The Sprint version also comes with Google Wallet pre-installed and $50 in free cash included. That’s pretty excellent if there are PayPass readers at any of your favorite retailers. This apparently herculean effort of software inclusion is made possible because the Nexus is stock Android 4.0, and Google got its way with Sprint.
Ice Cream Sandwich is cohesive, lovely, and fast. There is no doubt in my mind that it is better than Gingerbread with TouchWiz, and it’s probably going to best the Android 4.0 derivative of TouchWiz as well.
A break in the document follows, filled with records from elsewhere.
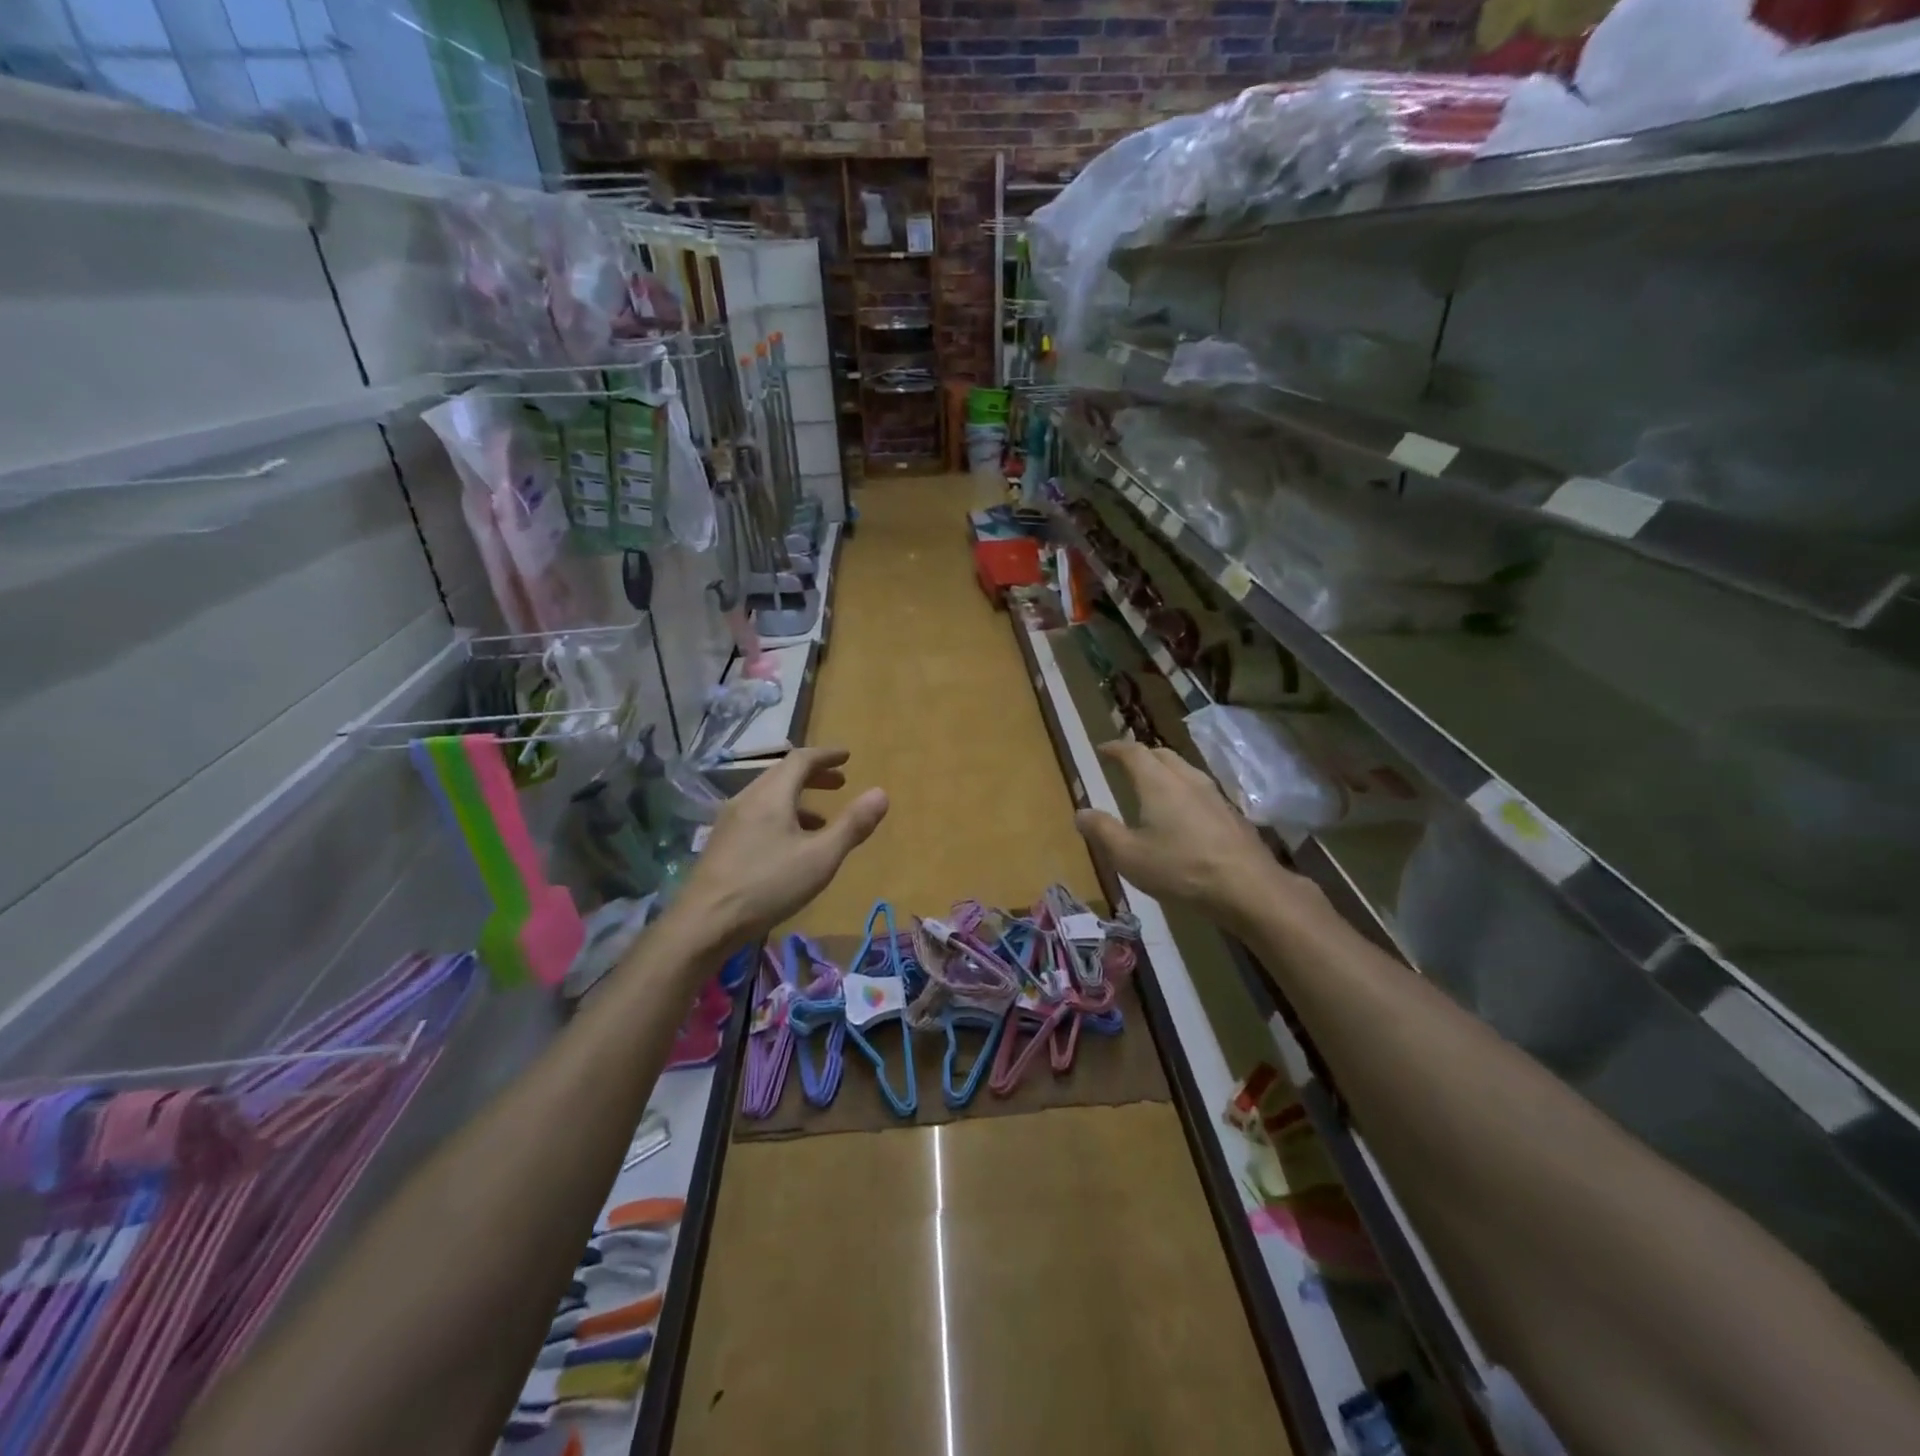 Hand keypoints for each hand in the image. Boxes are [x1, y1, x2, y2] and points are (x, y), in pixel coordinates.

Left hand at [670, 747, 887, 947]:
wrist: (704, 923)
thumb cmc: (768, 886)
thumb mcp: (821, 858)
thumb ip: (852, 825)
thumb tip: (881, 793)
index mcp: (772, 795)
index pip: (801, 760)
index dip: (826, 755)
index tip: (848, 756)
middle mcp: (747, 799)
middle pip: (782, 775)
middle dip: (814, 775)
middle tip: (840, 783)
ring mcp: (730, 821)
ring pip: (768, 796)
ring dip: (798, 798)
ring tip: (822, 819)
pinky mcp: (722, 843)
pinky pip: (757, 815)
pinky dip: (782, 816)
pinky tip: (790, 846)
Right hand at [1074, 741, 1321, 931]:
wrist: (1248, 887)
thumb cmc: (1181, 869)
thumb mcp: (1129, 856)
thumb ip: (1102, 831)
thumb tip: (1080, 812)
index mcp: (1158, 783)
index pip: (1133, 752)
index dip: (1115, 748)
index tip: (1102, 749)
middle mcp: (1187, 779)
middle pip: (1162, 755)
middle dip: (1141, 755)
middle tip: (1126, 765)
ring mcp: (1214, 795)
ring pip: (1184, 770)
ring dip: (1165, 771)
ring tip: (1153, 785)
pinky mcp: (1231, 814)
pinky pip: (1200, 789)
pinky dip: (1183, 790)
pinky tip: (1183, 812) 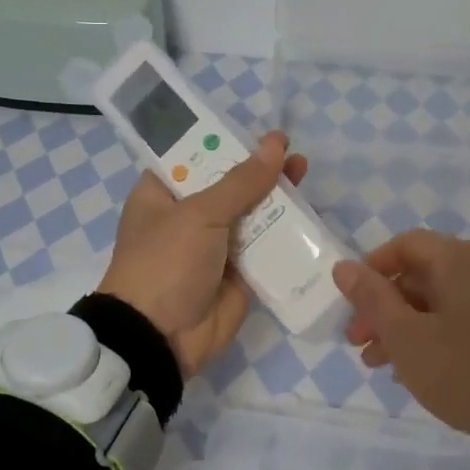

You’ll be on 3G unless you’re in one of Sprint’s few LTE markets, but the rollout continues. WiMAX has proven to be a dog anyway, so you're not missing much. Some users are having connectivity issues on 3G, but Samsung says a bug fix is on the way. The Sprint Galaxy Nexus is going for $199.99 on contract.
This is an easy decision. The SGSIIE4GT (sigh) has older hardware, a lower resolution screen, dated software, and a dead 4G standard. The Nexus has the best software you can get, LTE, Google Wallet, and solid hardware. For the same price, it’s the Nexus by a country mile.
Now that I’ve gone over all the major carriers, let me know what you think. Did you just pick up a phone? Still in the planning phase? Let’s hear what you look for in a new device.